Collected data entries
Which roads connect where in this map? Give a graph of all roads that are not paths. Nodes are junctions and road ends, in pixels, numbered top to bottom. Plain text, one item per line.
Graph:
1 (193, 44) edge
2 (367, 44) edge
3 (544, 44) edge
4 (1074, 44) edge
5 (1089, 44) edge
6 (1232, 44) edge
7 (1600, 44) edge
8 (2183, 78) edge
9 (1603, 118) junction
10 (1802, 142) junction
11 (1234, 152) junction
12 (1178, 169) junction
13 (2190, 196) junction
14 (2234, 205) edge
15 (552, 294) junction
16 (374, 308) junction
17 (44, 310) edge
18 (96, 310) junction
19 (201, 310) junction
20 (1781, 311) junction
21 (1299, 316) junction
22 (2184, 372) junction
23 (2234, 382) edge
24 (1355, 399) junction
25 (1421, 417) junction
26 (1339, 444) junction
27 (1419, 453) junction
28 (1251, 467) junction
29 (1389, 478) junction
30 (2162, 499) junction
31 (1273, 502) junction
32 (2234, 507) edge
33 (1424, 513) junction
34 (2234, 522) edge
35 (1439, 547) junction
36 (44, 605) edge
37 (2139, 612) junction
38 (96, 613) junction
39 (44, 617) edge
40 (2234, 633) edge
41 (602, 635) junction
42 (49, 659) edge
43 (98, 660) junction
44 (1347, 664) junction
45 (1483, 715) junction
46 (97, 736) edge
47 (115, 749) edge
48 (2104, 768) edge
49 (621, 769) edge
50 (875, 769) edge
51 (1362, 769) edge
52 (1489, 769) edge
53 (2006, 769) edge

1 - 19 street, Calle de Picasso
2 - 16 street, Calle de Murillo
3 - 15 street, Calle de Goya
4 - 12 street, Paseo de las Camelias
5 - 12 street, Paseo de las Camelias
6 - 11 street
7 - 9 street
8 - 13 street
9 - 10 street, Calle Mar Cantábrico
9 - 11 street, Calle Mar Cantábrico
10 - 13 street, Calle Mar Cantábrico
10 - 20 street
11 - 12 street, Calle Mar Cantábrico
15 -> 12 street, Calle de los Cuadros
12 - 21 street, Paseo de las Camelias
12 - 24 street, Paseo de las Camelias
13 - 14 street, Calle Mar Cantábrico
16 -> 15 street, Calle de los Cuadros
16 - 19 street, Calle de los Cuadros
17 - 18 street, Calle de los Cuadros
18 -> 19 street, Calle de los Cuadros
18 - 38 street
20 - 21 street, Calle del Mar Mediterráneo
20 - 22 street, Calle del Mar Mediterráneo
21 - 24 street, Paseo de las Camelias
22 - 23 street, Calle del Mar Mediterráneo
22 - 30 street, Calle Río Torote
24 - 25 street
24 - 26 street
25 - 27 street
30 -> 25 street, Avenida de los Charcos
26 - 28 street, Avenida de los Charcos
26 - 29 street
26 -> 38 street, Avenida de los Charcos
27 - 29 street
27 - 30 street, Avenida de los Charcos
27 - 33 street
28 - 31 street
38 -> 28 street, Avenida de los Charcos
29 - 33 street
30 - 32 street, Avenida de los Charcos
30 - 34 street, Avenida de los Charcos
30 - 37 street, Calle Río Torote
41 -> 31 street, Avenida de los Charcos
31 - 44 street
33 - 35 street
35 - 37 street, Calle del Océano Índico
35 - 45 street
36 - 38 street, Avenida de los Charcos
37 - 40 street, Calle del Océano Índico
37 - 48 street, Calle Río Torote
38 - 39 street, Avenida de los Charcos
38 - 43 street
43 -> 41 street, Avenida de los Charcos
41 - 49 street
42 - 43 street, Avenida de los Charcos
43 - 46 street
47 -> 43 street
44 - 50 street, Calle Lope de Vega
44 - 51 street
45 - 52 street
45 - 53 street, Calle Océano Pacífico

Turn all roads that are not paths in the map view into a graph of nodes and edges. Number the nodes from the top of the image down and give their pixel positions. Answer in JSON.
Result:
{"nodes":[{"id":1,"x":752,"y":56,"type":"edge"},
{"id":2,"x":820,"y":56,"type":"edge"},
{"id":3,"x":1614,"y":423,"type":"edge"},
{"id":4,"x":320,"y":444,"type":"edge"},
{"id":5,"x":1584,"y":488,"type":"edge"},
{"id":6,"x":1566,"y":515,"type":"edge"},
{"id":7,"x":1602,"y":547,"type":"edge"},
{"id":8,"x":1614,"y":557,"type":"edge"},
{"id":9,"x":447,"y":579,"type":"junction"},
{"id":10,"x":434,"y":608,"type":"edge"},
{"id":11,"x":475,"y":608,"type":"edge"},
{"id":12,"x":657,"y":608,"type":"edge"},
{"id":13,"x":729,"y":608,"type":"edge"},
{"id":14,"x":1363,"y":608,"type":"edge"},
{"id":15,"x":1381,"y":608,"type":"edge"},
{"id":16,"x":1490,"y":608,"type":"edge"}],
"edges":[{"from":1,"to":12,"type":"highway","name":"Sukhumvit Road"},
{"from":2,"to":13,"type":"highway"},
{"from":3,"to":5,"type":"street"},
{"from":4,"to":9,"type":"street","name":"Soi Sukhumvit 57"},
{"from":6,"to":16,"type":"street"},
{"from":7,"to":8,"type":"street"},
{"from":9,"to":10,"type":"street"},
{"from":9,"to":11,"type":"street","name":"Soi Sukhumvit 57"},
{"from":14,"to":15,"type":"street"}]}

__What is required__. Determine the number of lines in the entries that hold the string "Índico"; write that number and nothing else.

__Exercise result__. 2